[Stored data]
---

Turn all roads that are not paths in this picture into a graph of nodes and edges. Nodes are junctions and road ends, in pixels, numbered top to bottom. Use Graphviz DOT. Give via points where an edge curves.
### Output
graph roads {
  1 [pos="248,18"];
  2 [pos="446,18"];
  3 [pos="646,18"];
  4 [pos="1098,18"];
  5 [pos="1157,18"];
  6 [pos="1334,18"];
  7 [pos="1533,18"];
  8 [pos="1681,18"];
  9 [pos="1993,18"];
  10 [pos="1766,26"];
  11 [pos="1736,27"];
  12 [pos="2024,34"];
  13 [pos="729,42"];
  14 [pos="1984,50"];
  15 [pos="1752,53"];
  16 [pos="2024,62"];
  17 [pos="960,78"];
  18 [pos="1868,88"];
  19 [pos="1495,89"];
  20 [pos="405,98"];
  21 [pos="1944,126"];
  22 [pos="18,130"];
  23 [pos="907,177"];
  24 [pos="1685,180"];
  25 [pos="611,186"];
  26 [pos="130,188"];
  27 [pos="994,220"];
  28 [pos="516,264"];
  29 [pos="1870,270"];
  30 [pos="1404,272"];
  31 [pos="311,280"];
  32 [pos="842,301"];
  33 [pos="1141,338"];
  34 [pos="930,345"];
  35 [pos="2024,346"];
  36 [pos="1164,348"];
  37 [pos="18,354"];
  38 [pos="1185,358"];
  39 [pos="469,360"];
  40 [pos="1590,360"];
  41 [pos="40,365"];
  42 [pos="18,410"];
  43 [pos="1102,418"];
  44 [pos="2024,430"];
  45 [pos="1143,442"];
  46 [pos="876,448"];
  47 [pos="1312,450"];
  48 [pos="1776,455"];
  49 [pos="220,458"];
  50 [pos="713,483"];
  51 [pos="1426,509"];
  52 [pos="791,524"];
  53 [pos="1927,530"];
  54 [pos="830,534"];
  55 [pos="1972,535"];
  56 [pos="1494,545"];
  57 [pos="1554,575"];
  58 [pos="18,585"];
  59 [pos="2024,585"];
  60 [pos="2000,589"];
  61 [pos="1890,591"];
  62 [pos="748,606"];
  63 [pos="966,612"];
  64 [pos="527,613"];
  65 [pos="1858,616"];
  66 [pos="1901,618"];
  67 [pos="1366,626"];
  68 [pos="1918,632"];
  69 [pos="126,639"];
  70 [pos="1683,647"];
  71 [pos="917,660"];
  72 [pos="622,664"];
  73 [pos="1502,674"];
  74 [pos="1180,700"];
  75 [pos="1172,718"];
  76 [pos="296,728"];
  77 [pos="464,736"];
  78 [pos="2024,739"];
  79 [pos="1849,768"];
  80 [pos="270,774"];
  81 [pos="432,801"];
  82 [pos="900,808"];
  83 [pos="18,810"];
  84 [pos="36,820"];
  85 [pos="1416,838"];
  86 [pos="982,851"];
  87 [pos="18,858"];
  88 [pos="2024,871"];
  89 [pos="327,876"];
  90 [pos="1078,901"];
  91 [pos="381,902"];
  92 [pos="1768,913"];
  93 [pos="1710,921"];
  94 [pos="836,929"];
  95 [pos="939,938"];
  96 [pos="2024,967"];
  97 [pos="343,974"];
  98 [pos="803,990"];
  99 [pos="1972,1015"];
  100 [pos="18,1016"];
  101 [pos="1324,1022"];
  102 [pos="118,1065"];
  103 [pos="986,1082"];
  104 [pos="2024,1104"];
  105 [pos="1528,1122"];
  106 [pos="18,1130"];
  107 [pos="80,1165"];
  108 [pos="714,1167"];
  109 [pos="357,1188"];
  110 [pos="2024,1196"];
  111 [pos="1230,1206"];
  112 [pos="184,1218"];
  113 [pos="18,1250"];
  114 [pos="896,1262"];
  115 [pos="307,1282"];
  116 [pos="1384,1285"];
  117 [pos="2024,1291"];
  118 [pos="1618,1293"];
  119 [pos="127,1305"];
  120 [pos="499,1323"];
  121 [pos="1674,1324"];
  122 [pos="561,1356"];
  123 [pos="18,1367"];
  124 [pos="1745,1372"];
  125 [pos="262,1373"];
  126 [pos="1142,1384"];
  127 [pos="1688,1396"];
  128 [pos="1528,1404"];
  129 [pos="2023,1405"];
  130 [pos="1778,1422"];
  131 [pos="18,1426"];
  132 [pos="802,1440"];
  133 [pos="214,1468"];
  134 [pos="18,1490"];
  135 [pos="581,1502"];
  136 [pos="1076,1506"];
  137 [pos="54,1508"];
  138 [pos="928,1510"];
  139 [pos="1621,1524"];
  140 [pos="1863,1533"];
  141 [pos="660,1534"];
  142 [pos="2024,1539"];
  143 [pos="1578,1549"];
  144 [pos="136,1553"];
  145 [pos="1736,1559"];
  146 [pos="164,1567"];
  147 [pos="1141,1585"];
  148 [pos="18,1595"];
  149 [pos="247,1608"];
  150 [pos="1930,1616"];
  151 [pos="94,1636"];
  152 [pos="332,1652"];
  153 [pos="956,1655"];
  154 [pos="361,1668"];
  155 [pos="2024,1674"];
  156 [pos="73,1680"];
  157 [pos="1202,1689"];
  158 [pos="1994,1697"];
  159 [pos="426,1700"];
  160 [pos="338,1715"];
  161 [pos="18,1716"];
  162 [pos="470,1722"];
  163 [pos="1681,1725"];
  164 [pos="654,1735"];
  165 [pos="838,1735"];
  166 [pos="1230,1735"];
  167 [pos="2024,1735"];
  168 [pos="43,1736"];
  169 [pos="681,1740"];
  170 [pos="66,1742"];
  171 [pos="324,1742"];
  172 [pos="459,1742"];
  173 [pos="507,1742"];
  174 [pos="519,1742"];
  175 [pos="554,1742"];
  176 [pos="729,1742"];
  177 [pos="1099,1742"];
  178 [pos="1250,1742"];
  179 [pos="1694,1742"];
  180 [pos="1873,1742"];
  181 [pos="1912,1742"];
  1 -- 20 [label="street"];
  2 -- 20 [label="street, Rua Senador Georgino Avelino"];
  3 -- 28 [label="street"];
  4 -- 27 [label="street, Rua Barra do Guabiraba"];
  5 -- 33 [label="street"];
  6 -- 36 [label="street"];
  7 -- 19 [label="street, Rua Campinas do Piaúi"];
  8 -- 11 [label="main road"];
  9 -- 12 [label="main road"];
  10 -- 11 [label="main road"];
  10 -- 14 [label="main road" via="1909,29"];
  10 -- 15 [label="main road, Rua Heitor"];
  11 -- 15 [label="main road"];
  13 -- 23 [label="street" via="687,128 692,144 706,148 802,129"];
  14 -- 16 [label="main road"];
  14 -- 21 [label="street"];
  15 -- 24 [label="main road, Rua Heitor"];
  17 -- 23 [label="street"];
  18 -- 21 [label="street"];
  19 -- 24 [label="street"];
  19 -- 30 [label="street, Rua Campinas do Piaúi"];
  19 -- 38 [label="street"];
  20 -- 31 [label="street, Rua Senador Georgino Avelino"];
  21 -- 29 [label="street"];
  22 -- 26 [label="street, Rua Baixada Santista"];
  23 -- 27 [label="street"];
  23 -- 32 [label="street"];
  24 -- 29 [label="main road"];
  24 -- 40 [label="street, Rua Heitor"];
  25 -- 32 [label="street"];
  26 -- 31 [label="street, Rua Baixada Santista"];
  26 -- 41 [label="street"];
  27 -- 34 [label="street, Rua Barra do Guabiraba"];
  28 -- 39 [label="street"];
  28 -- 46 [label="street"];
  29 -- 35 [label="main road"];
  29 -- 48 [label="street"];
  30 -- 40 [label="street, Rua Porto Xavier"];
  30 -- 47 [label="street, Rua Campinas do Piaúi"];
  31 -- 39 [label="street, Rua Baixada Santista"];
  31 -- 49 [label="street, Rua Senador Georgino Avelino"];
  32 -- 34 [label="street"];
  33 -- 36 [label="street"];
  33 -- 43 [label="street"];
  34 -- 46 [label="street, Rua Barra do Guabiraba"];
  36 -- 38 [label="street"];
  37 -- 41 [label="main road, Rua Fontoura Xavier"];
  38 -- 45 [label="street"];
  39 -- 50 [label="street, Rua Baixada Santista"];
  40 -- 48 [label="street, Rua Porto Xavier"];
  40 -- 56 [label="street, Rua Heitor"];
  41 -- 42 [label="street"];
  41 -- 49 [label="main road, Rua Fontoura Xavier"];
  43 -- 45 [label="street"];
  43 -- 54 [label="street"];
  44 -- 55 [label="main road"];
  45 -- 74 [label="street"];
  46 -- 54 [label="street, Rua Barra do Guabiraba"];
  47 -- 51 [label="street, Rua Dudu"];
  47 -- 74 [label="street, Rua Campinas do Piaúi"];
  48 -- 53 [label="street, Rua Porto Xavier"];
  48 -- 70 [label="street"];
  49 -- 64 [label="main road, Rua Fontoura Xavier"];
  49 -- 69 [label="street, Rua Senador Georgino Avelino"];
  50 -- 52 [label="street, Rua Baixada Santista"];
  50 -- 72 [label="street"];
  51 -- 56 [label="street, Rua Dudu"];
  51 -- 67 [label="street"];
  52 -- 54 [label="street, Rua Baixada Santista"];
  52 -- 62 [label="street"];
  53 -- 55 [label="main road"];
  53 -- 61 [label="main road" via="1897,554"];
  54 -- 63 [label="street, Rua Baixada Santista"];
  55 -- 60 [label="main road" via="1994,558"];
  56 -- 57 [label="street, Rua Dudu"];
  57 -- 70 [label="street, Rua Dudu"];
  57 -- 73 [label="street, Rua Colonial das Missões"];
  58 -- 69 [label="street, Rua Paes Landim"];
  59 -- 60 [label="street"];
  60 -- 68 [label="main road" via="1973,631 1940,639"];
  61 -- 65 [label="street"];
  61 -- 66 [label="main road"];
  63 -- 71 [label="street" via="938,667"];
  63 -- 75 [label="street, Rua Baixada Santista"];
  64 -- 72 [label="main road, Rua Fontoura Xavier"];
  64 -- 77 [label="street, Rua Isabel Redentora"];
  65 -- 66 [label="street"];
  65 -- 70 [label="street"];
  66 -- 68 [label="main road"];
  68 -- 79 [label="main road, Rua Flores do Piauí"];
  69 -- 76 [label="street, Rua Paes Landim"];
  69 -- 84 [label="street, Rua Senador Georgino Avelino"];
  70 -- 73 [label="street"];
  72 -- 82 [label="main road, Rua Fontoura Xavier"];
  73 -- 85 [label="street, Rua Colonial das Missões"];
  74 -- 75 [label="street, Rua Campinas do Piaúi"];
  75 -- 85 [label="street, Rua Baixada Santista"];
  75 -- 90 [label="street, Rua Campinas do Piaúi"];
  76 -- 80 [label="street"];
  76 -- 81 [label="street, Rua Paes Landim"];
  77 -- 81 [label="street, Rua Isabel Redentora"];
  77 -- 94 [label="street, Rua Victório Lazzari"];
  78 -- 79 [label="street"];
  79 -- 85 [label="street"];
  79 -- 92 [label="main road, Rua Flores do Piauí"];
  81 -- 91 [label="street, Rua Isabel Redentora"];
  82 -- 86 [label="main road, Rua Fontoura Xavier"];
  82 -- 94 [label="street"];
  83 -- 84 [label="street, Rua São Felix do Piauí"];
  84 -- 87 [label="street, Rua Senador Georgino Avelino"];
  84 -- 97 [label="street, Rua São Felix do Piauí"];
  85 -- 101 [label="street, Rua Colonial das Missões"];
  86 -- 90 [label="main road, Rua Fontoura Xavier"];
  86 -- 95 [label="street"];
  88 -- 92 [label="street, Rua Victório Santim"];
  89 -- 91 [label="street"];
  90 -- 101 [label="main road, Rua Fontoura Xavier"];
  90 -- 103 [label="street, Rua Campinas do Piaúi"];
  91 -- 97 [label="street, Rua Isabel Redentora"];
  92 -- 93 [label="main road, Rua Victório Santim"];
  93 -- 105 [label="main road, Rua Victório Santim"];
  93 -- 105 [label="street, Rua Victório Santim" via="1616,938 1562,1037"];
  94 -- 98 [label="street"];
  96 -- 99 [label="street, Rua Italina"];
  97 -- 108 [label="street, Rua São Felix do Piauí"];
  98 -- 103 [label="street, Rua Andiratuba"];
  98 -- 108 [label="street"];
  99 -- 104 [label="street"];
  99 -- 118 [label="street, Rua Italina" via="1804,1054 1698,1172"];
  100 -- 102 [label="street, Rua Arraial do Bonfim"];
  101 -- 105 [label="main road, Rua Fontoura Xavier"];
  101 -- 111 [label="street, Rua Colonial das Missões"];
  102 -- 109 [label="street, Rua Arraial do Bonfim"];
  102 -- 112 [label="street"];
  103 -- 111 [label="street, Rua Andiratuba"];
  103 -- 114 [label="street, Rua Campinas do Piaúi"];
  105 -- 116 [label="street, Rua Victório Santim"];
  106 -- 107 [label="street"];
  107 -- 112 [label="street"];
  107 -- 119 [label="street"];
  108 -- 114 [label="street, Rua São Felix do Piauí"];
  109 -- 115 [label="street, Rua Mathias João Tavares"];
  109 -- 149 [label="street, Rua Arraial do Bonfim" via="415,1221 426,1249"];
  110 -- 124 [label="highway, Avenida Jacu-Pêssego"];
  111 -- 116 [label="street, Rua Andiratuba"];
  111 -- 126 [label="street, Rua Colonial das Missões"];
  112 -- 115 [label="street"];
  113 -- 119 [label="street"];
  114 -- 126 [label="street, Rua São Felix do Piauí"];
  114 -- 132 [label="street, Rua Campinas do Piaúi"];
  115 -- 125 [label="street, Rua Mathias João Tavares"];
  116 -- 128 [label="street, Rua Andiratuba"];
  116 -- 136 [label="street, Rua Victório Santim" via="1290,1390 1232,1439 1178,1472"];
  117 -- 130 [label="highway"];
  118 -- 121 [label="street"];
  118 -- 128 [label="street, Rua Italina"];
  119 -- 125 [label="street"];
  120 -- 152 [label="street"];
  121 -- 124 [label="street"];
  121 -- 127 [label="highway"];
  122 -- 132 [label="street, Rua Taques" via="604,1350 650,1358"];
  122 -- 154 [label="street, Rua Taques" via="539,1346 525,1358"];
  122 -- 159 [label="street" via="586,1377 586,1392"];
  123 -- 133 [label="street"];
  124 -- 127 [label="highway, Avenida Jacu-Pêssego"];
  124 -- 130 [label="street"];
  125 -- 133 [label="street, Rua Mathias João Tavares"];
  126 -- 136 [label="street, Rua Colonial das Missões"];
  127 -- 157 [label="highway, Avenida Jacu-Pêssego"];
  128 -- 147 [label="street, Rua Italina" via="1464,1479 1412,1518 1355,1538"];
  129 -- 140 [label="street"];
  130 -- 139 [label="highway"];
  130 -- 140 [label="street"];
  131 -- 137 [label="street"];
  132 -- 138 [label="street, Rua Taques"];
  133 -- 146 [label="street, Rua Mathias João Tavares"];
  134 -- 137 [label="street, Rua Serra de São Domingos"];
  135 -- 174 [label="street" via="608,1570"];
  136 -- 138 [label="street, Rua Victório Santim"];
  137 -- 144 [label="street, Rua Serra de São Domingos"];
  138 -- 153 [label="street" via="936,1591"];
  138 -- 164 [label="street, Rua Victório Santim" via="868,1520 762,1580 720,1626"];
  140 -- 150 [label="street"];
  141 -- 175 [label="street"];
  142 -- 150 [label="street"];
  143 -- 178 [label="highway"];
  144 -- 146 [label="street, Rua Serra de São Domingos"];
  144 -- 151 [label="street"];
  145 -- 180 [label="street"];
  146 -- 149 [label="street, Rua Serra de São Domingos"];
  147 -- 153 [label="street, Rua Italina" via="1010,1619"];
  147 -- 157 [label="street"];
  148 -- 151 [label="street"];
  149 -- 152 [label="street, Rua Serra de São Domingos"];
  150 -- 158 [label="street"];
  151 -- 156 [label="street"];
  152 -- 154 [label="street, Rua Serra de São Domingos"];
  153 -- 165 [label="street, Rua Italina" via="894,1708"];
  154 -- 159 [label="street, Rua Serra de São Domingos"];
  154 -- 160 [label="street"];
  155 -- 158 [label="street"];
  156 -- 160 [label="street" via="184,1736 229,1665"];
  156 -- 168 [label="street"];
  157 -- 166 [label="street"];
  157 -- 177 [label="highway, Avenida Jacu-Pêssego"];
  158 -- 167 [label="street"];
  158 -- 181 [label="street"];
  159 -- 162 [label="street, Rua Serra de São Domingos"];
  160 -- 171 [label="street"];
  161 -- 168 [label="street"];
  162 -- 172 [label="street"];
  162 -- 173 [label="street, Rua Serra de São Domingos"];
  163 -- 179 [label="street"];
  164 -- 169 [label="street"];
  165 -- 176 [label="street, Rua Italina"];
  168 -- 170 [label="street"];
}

---

> YOUR TASK:
Your answer should be one number: how many lines above contain "Guabiraba".

> WRITTEN RESPONSE:
4